### Material provided
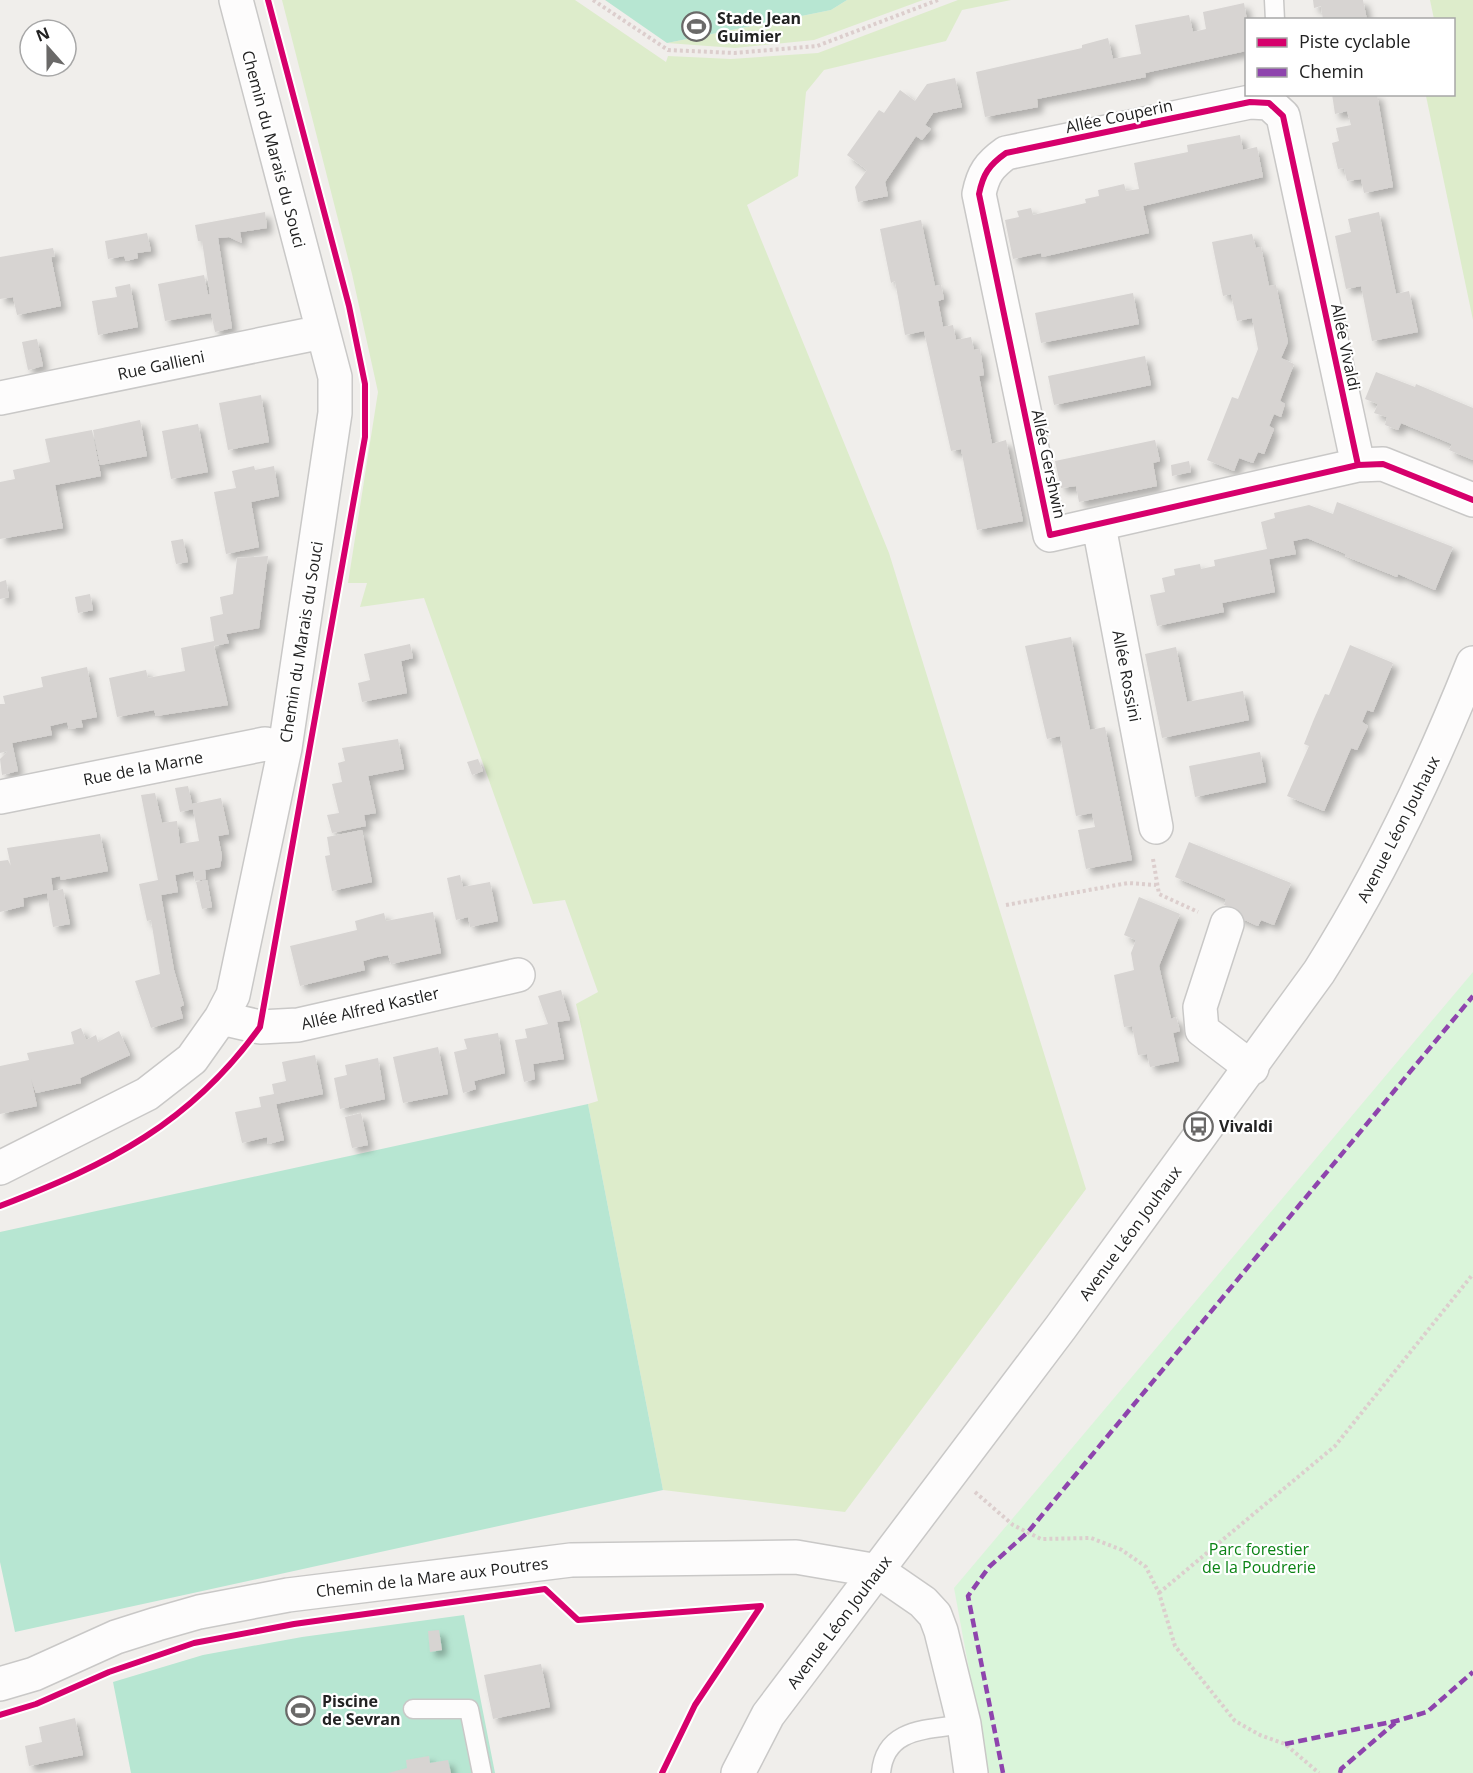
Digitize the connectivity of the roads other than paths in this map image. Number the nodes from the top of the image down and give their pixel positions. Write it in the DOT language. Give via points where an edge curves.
graph roads {
  1 [pos="236,0"];
  2 [pos="1274,0"];
  3 [pos="1275,18"];
  4 [pos="1282,105"];
  5 [pos="979,194"];
  6 [pos="322,332"];
  7 [pos="0,398"];
  8 [pos="1358,465"];
  9 [pos="1473,500"];
  10 [pos="1099,526"];
  11 [pos="1473,663"];
  12 [pos="285,748"];
  13 [pos="0,797"];
  14 [pos="1156,827"];
  15 [pos="1227,924"];
  16 [pos="518,975"];
  17 [pos="221,1018"];
  18 [pos="1252,1068"];
  19 [pos="0,1168"];
  20 [pos="878,1571"];
  21 [pos="0,1684"];
  22 [pos="413,1709"];
  23 [pos="964,1724"];
  24 [pos="482,1773"];
  25 [pos="738,1773"];
  26 [pos="881,1773"];
  27 [pos="971,1773"];
  1 -- 6 [label="street, Chemin du Marais du Souci"];
  2 -- 3 [label="lane"];
  4 -- 5 [label="street, Allée Couperin" via="1250,102 1006,153 990,165"];
  4 -- 8 [label="street, Allée Vivaldi"];
  5 -- 10 [label="street, Allée Gershwin" via="1050,536"];
  6 -- 7 [label="street, Rue Gallieni"];
  6 -- 12 [label="street, Chemin du Marais du Souci" via="335,376 335,413"];
  8 -- 9 [label="street" via="1383,464"];
  8 -- 10 [label="street, Allée Gershwin"];
  10 -- 14 [label="street, Allée Rossini"];
  11 -- 18 [label="street, Avenue Léon Jouhaux" via="1438,750 1380,869 1319,972"];
  12 -- 13 [label="street, Rue de la Marne" via="265,744"];
  12 -- 17 [label="street, Chemin du Marais du Souci" via="233,995"];
  15 -- 18 [label="street" via="1200,1007 1202,1030"];
  16 -- 17 [label="street, Allée Alfred Kastler" via="298,1025 260,1027"];
  17 -- 19 [label="street, Chemin du Marais du Souci" via="192,1059 147,1094"];
  18 -- 20 [label="street, Avenue Léon Jouhaux"];
  20 -- 21 [label="street, Chemin de la Mare aux Poutres" via="796,1557 682,1557 571,1560 389,1581 199,1612 116,1637 81,1655"];
  20 -- 23 [label="street" via="923,1602 934,1615"];
  20 -- 25 [label="street, Avenue Léon Jouhaux" via="768,1715"];
  22 -- 24 [label="lane" via="469,1709"];
  23 -- 26 [label="lane" via="896,1739 886,1750"];
  23 -- 27 [label="street"];
}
######
Would you please copy the material exactly, leaving all the pictures out?

Answer for this exercise —
Digitize the connectivity of the roads other than paths in this map image. Number the nodes from the top of the image down and give their pixel positions. Write it in the DOT language. Give via points where an edge curves.
graph roads {
  1 [pos="236,0"];
  2 [pos="1274,0"];
  3 [pos="1275,18"];
  4 [pos="1282,105"];
  5 [pos="979,194"];
  6 [pos="322,332"];
  7 [pos="0,398"];
  8 [pos="1358,465"];
  9 [pos="1473,500"];
  10 [pos="1099,526"];
  11 [pos="1473,663"];
  12 [pos="285,748"];
  13 [pos="0,797"];
  14 [pos="1156,827"];
  15 [pos="1227,924"];
  16 [pos="518,975"];
  17 [pos="221,1018"];
  18 [pos="1252,1068"];
  19 [pos="0,1168"];
  20 [pos="878,1571"];
  21 [pos="0,1684"];
  22 [pos="413,1709"];
  23 [pos="964,1724"];
  24 [pos="482,1773"];
  25 [pos="738,1773"];
  26 [pos="881,1773"];
  27 [pos="971,1773"];
  1 -- 6 [label="street, Chemin du Marais du Souci"];
  2 -- 3 [label="lane"];
  4 -- 5 [label="street, Allée Couperin" via="1250,102 1006,153 990,165"];
  4 -- 8 [label="street, Allée Vivaldi"];
  5 -- 10 [label="street, Allée Gershwin" via="1050,536"];
  6 -- 7 [label="street, Rue Gallieni"];
  6 -- 12 [label="street, Chemin du Marais du Souci" via="335,376 335,413"];
  8 -- 9 [label="street" via="1383,464"];
  8 -- 10 [label="street, Allée Gershwin"];
  10 -- 14 [label="street, Allée Rossini"];
  11 -- 18 [label="street, Avenue Léon Jouhaux" via="1438,750 1380,869 1319,972"];
  12 -- 13 [label="street, Rue de la Marne" via="265,744"];
  12 -- 17 [label="street, Chemin du Marais du Souci" via="233,995"];
  15 -- 18 [label="street" via="1200,1007 1202,1030"];
  16 -- 17 [label="street, Allée Alfred Kastler" via="298,1025 260,1027"];
  17 -- 19 [label="street, Chemin du Marais du Souci" via="192,1059 147,1094"];
  18 -- 20 [label="street, Avenue Léon Jouhaux"];
  20 -- 21 [label="street, Chemin de la Mare aux Poutres" via="796,1557 682,1557 571,1560 389,1581 199,1612 116,1637 81,1655"];
  20 -- 23 [label="street" via="923,1602 934,1615"];
  20 -- 25 [label="street, Avenue Léon Jouhaux" via="768,1715"];
  22 -- 24 [label="lane" via="469,1709"];
  23 -- 26 [label="lane" via="896,1739 886,1750"];
  23 -- 27 [label="street"];
}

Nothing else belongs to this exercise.